**PROBLEM**
Each record that follows should be transcribed word for word.
━━ SUPPLIED DATA ━━
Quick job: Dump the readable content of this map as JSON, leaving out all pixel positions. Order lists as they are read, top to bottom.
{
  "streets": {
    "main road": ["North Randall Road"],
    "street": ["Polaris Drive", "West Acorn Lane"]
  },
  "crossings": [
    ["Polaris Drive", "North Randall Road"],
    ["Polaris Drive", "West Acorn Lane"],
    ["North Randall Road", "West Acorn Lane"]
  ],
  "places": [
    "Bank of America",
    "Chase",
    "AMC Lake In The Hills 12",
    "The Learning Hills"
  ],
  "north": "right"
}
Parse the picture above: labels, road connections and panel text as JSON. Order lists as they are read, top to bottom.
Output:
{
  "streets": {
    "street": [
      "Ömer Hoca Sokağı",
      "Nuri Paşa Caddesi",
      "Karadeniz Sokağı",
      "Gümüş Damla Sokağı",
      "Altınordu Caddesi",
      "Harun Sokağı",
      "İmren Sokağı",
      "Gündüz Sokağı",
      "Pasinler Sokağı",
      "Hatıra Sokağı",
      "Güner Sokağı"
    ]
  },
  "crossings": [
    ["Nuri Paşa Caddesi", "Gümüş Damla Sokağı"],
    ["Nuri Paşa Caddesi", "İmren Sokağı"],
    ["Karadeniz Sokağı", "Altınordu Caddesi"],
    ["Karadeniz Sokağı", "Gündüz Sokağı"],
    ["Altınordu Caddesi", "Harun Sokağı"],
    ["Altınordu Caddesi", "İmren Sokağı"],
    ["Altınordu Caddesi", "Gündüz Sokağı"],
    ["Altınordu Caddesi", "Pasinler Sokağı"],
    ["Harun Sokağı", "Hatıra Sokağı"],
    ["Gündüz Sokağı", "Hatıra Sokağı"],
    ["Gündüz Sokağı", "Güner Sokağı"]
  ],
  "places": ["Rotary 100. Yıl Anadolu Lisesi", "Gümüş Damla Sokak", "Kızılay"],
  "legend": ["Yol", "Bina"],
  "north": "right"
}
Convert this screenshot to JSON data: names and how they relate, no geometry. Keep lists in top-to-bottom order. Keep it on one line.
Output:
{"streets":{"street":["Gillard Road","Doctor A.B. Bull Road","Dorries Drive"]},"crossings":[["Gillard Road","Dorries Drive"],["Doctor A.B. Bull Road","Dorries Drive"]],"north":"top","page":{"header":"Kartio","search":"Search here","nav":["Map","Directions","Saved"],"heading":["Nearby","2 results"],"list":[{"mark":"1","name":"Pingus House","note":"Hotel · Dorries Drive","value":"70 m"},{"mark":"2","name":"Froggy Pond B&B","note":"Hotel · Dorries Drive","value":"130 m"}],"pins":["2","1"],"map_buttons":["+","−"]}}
━━━
**ANSWER BOX**
Quick job: Dump the readable content of this map as JSON, leaving out all pixel positions. Order lists as they are read, top to bottom.
{
  "streets": {
    "main road": ["North Randall Road"],
    "street": ["Polaris Drive", "West Acorn Lane"]
  },
  "crossings": [
    ["Polaris Drive", "North Randall Road"],
    ["Polaris Drive", "West Acorn Lane"],
    ["North Randall Road", "West Acorn Lane"]
  ],
  "places": [
    "Bank of America",
    "Chase",
    "AMC Lake In The Hills 12",
    "The Learning Hills"
  ],
  "north": "right"
}
Parse the picture above: labels, road connections and panel text as JSON. Order lists as they are read, top to bottom.
Output:
{
  "streets": {
    "street": [
      "Ömer Hoca Sokağı",
      "Nuri Paşa Caddesi",
      "Karadeniz Sokağı",
      "Gümüş Damla Sokağı",
      "Altınordu Caddesi",
      "Harun Sokağı",
      "İmren Sokağı",
      "Gündüz Sokağı",
      "Pasinler Sokağı",
      "Hatıra Sokağı",
      "Güner Sokağı"
    ]
  },
  "crossings": [
    ["Nuri Paşa Caddesi", "Gümüş Damla Sokağı"],
    ["Nuri Paşa Caddesi", "İmren Sokağı"],
    ["Karadeniz Sokağı", "Altınordu Caddesi"],
    ["Karadeniz Sokağı", "Gündüz Sokağı"],
    ["Altınordu Caddesi", "Harun Sokağı"],
    ["Altınordu Caddesi", "İmren Sokağı"],
    ["Altınordu Caddesi", "Gündüz Sokağı"],
    ["Altınordu Caddesi", "Pasinler Sokağı"],
    ["Harun Sokağı", "Hatıra Sokağı"],
    ["Gündüz Sokağı", "Hatıra Sokağı"],
    ["Gündüz Sokağı", "Güner Sokağı"]
  ],
  "places": ["Rotary 100. Yıl Anadolu Lisesi", "Gümüş Damla Sokak", "Kızılay"],
  "legend": ["Yol", "Bina"],
  "north": "right"
}
Convert this screenshot to JSON data: names and how they relate, no geometry. Keep lists in top-to-bottom order. Keep it on one line.
Output:
{"streets":{"street":["Gillard Road","Doctor A.B. Bull Road","Dorries Drive"]},"crossings":[["Gillard Road","Dorries Drive"],["Doctor A.B. Bull Road","Dorries Drive"]],"north":"top","page":{"header":"Kartio","search":"Search here","nav":["Map","Directions","Saved"],"heading":["Nearby","2 results"],"list":[{"mark":"1","name":"Pingus House","note":"Hotel · Dorries Drive","value":"70 m"},{"mark":"2","name":"Froggy Pond B&B","note":"Hotel · Dorries Drive","value":"130 m"}],"pins":["2","1"],"map_buttons":["+","−"]}}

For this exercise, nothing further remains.